* TASK PROMPT *
Leaving the pictures aside, write out the whole listing below exactly.

* INPUT DATA *

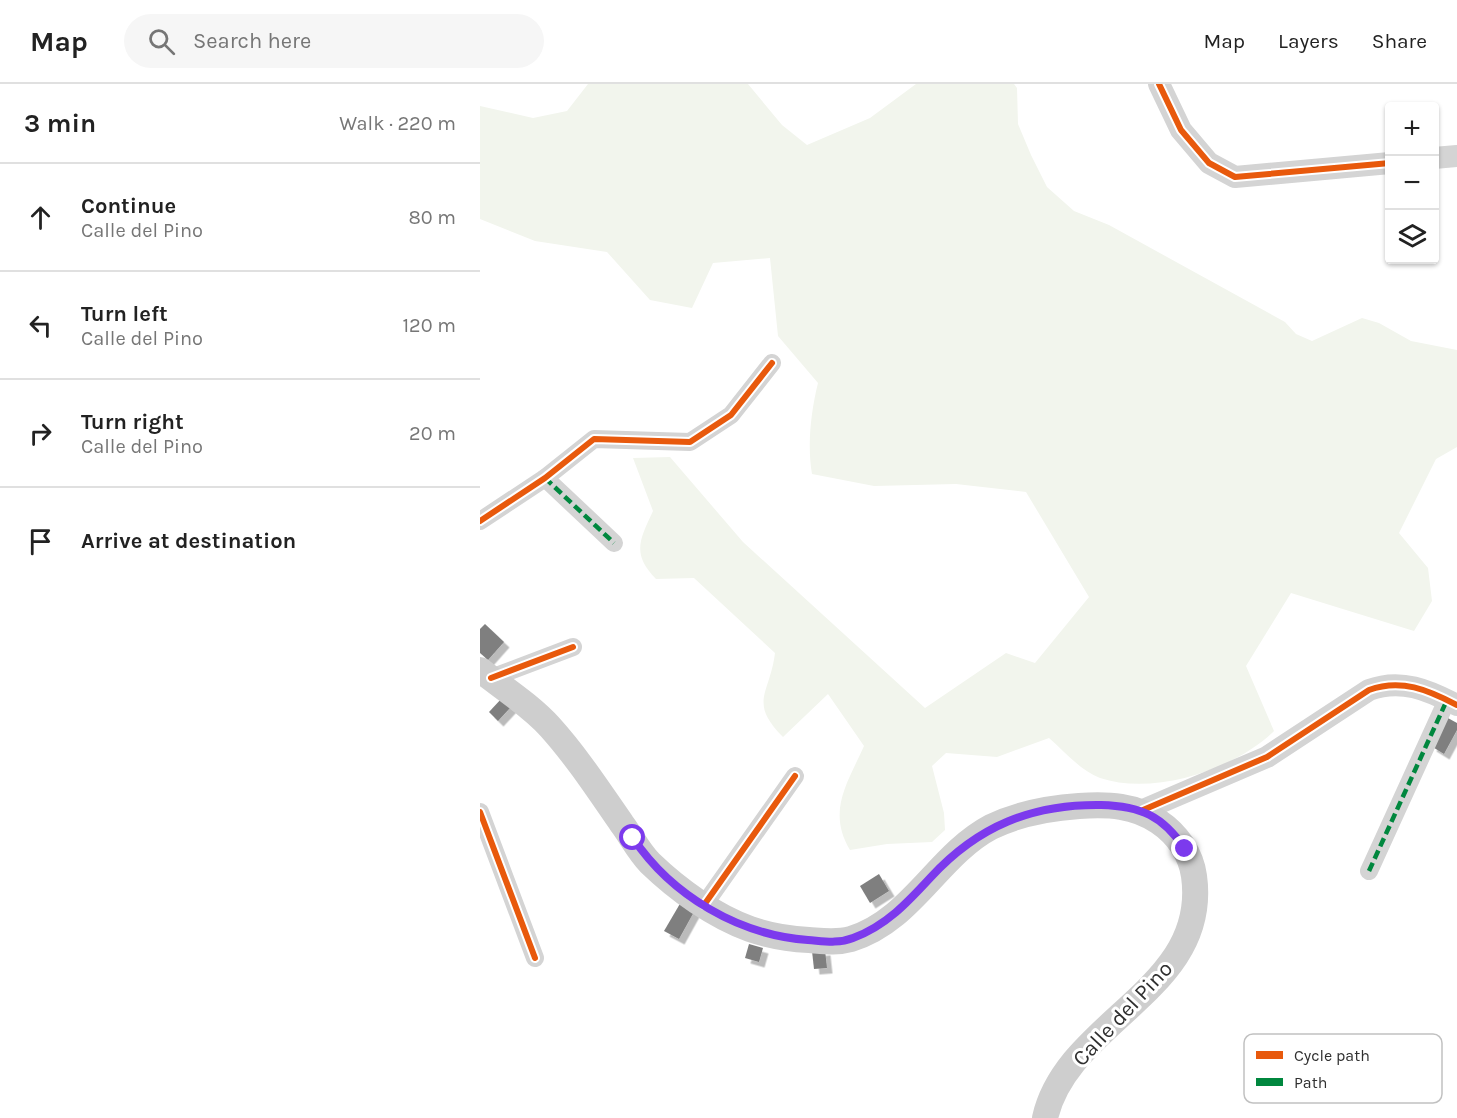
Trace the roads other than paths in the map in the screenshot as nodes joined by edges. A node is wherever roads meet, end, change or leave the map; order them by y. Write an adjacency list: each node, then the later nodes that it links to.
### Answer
1 (1159, 84): 4 (street)
2 (1457, 156): 3 (street)
3 (1439, 158)
4 (1385, 163)
5 (772, 363): 6 (street)
6 (545, 478): 7 (street); 8 (street)
7 (480, 521)
8 (614, 543)
9 (573, 647): 10 (street)
10 (485, 674): 16 (main road, Calle del Pino)
11 (1452, 702): 13 (street); 15 (street)
12 (795, 776): 16 (street)
13 (1143, 810): 16 (main road, Calle del Pino); 18 (main road, Calle del Pino)
14 (480, 812): 17 (street)
15 (1369, 871)
16 (704, 905)
17 (535, 958)
18 (1045, 1118)

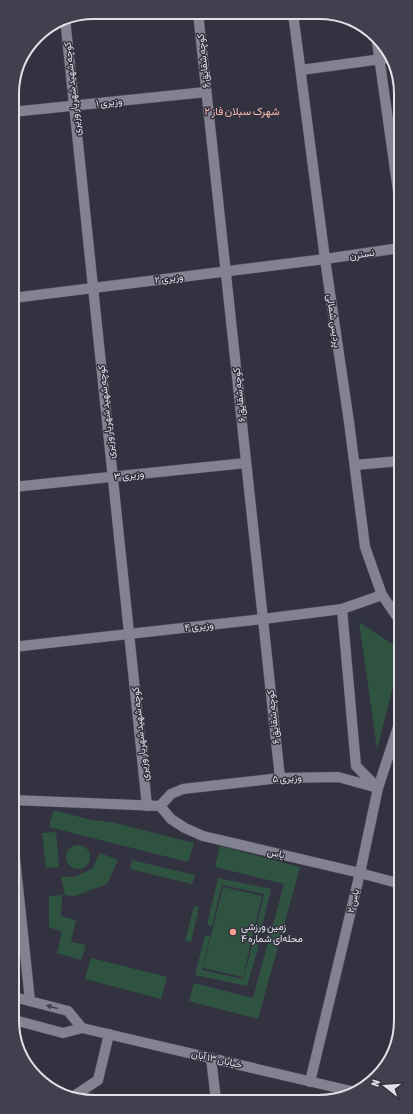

* SOLUTION TO THE EXERCISE *
Trace the roads other than paths in the map in the screenshot as nodes joined by edges. A node is wherever roads meet, end, change or leave the map; order them by y. Write an adjacency list: each node, then the later nodes that it links to.
### Answer
1 (1159, 84): 4 (street)
2 (1457, 156): 3 (street)
3 (1439, 158)
4 (1385, 163)
5 (772, 363): 6 (street)
6 (545, 478): 7 (street); 8 (street)
7 (480, 521)
8 (614, 543)
9 (573, 647): 10 (street)
10 (485, 674): 16 (main road, Calle del Pino)
11 (1452, 702): 13 (street); 15 (street)
12 (795, 776): 16 (street)
13 (1143, 810): 16 (main road, Calle del Pino); 18 (main road, Calle del Pino)
14 (480, 812): 17 (street)
15 (1369, 871)
16 (704, 905)
17 (535, 958)
18 (1045, 1118)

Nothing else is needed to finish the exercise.